[Dataset records]
----------------

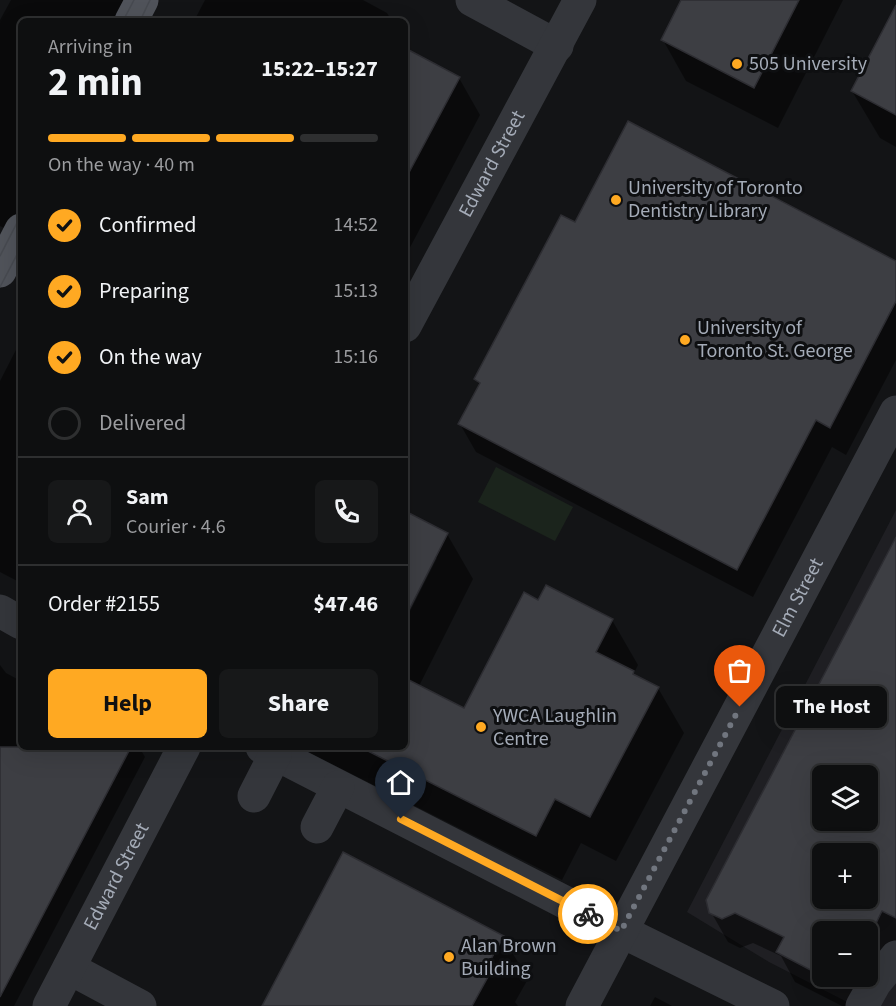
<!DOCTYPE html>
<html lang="en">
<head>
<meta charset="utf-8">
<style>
  body { margin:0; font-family:"Source Sans 3",sans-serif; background:#171819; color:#f1f3f6; height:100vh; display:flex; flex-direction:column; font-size:22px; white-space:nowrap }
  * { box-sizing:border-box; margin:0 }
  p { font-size:20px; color:#9b9c9f }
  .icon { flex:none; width:33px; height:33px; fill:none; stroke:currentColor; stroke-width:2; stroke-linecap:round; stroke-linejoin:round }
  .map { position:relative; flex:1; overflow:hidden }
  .side { position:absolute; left:18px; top:18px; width:390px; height:732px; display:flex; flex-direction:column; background:#0e0f10; border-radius:9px; box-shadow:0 6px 24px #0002,0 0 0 2px #2e2f30 }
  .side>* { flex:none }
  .buttons { position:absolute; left:812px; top:765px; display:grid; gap:12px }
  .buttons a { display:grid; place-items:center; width:66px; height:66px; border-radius:9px; background:#0e0f10; box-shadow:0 6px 24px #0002,0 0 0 2px #2e2f30; font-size:30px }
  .pin { position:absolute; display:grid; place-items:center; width:51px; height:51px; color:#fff; margin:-62px -26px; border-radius:50% 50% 50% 0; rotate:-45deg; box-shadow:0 0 6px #0007 }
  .pin .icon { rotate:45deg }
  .courier { position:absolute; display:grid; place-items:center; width:60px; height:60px; margin:-30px; border:4px solid #ffa922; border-radius:50%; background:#fff; color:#222; box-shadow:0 2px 8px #0007 }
  .bubble { position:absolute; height:42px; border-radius:9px; background:#0e0f10; box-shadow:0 6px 24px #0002,0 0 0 2px #2e2f30; font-size:20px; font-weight:700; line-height:42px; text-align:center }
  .head em { font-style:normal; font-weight:700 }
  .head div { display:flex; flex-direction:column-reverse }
  .head { display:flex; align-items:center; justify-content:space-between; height:102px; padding:0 30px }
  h1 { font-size:39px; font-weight:700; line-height:45px }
  .bar { display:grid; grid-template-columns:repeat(4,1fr); gap:9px 6px; align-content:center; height:72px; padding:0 30px }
  .bar i { height:8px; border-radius:4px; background:#2e2f30 }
  .bar .selected { background:#ffa922 }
  .bar p { grid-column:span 4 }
  .line { display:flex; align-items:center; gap:15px; padding:0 30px; border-top:2px solid #2e2f30 }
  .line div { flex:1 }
  .round { display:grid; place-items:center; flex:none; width:63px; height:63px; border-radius:9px; background:#171819 }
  ol { padding:0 30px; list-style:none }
  li { display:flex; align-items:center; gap:18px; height:66px }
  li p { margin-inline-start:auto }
  li .icon { padding:6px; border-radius:50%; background:#ffa922; color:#111; stroke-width:4 }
  li:last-child { color:#9b9c9f }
  li i { width:33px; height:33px; border:3px solid #2e2f30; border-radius:50% }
  .cta { display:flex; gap:12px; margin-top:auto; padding:12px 30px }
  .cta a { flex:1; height:69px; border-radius:9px; background:#ffa922; color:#111; font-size:24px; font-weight:700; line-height:69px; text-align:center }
  .cta a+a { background:#171819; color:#f1f3f6 }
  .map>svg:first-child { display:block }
  .built { fill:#1f1f23; fill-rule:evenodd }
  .green { fill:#1b241c }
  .shadow { fill:#0007; fill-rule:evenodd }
  .building { fill:#3d3e43; stroke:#2d2d32; stroke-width:1.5; fill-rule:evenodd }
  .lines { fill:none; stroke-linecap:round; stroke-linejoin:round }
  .minor { stroke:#34363b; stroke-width:33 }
  .major { stroke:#50535a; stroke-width:33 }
  .tram { stroke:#474a50; stroke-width:1.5 }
  .done { stroke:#71767f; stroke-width:6; stroke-dasharray:0 10.8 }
  .route { stroke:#ffa922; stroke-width:8 }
  .poi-dot { fill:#ffa922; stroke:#0e0f11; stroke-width:2 }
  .labels { text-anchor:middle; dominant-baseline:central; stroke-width:6; stroke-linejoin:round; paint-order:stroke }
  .poi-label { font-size:20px; fill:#a4abb7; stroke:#0e0f11; text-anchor:start }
  .street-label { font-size:20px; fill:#a4abb7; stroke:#0e0f11 }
</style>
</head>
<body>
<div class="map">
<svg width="896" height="1006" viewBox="0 0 896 1006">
  <rect width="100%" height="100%" fill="#131416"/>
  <path class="built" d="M896,510V1006H855L769,962L687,912ZM822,776H867V820H822ZM822,854H867V898H822ZM822,932H867V976H822Z"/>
  <polygon class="green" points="496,467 573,507 555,541 478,502"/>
  <g class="shadow">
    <polygon points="11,0 130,0 119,21 21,21 21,205 8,230 0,226 0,20"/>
    <polygon points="205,0 363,0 387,13 392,21 194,21"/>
    <polygon points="683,0 843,0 778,128 686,81 663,40"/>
    <polygon points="896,8 896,147 880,138 852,91"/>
    <polygon points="405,44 407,51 459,78 480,115 405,257"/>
    <polygon points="575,224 896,263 896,360 846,455 832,447 753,597 476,452 460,424 480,386 476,379"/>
    <polygon points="21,340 21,583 0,572 0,381"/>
    <polygon points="405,513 447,534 473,579 419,686 465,710 538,602 612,620 638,665 634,673 636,677 658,688 684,733 616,861 581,843 562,880 300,748 405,747 405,621 437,558 434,558 405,615"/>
    <path d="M896,540V948L867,1006H842L795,982L781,956L753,943L740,948L728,942L711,912ZM822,776H867V820H822ZM822,854H867V898H822ZM822,932H867V976H822Z"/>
    <polygon points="0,665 6,673 21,681 21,747 139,747 145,757 14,1006 0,1006"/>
    <polygon points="503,937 528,979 515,1002 518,1006 264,1006"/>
    <polygon points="655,997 672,1006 650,1006"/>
  </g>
  <g class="building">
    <polygon points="681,0 799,0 754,88 661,40"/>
    <polygon points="896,5 896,115 851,91"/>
    <polygon points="405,48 460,77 405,180"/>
    <polygon points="628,121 896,261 896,301 830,428 816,420 737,570 458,424 480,383 474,379 561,215 575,222"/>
    <polygon points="405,511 448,533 405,618"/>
    <path d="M896,537V918L882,911L867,942V932H822V976L776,952L784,937L735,913L722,919L709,913L706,900ZM822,776H867V820H822ZM822,854H867V898H822Z"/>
    <polygon points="546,585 613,619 596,652 634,671 633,674 659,687 590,817 555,799 536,836 360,747 405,747 405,678 464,708 524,592 538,600"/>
    <polygon points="0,747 131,747 0,997"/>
    <polygon points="343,852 504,936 490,961 495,964 472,1006 262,1006"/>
  </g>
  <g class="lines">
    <g class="minor">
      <polyline points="472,0 557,46"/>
      <path id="s1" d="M405,326L580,0"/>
      <polyline points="0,611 21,623"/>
      <polyline points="262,747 621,931 773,1006"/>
      <polyline points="254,796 275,755"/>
      <polyline points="317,827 338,787"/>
      <polyline points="69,968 140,1006"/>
      <path id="s2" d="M49,1006L184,747"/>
      <path id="s3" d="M582,1006L896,412"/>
      <polyline points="862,1006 875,983 896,957"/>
    </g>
    <g class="major">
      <polyline points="131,21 142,0"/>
      <polyline points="0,271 21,230"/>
    </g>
    <g class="tram">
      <polyline points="123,21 134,0"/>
      <polyline points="140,21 150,0"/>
      <polyline points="0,256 21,215"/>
      <polyline points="0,287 21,247"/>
    </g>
  </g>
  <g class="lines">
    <polyline class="done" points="588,914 621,931 740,707"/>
    <polyline class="route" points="401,819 588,914"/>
  </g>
  <g class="poi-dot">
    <circle cx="737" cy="64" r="6"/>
    <circle cx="616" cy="200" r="6"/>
    <circle cx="685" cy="340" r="6"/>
    <circle cx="481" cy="727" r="6"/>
    <circle cx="449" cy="957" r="6"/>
  </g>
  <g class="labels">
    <g class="poi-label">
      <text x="749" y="64">505 University</text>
      <text x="628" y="188">University of Toronto<tspan x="628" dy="23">Dentistry Library</tspan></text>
      <text x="697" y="328">University of<tspan x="697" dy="23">Toronto St. George</tspan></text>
      <text x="493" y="716">YWCA Laughlin<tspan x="493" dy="23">Centre</tspan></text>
      <text x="461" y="946">Alan Brown<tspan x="461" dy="23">Building</tspan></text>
    </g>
    <g class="street-label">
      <text stroke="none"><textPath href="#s1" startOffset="184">Edward Street</textPath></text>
      <text stroke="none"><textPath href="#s3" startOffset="462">Elm Street</textPath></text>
      <text stroke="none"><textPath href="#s2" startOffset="146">Edward Street</textPath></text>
    </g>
  </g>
</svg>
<div class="buttons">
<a><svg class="icon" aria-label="layers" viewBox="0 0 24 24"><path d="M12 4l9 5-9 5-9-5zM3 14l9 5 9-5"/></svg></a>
<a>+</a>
<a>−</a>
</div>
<div class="pin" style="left:740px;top:707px;background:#ea580c"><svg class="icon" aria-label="bag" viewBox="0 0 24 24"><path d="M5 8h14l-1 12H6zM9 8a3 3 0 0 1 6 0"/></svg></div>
<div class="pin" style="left:401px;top:819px;background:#1f2937"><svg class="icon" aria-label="home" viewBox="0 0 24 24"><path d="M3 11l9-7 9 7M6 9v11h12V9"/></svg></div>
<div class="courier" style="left:588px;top:914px"><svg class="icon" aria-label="bike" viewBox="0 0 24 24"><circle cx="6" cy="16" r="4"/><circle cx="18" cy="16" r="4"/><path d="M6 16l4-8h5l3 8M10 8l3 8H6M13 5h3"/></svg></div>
<div class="bubble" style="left:776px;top:686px;width:111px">The Host</div>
<section class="side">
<div class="head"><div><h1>2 min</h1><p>Arriving in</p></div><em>15:22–15:27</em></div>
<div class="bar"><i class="selected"></i><i class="selected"></i><i class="selected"></i><i></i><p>On the way · 40 m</p></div>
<ol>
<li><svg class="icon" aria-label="check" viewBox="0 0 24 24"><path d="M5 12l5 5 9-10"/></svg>Confirmed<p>14:52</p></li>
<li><svg class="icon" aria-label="check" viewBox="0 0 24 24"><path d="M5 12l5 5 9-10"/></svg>Preparing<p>15:13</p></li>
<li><svg class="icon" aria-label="check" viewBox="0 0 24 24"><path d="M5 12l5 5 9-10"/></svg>On the way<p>15:16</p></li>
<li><i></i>Delivered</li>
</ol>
<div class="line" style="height:108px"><a class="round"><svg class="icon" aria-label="person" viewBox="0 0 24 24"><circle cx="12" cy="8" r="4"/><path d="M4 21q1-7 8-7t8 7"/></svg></a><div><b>Sam</b><p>Courier · 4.6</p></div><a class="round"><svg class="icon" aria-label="phone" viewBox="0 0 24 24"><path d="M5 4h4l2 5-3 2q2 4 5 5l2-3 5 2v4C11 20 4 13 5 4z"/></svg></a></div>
<div class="line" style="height:78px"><div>Order #2155</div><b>$47.46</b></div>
<div class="cta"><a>Help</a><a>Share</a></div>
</section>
</div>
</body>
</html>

----------------

Using the records above, set down exactly the lines from the one with "position:absolute; left:18px; top:18px;" through the one with "display:grid; place-items:center; width:66px;", inclusive, and nothing more.

  .side { position:absolute; left:18px; top:18px; width:390px; height:732px; display:flex; flex-direction:column; background:#0e0f10; border-radius:9px; box-shadow:0 6px 24px #0002,0 0 0 2px #2e2f30 }
  .side>* { flex:none }
  .buttons { position:absolute; left:812px; top:765px; display:grid; gap:12px }
  .buttons a { display:grid; place-items:center; width:66px; height:66px; border-radius:9px; background:#0e0f10; box-shadow:0 6px 24px #0002,0 0 0 2px #2e2f30; font-size:30px }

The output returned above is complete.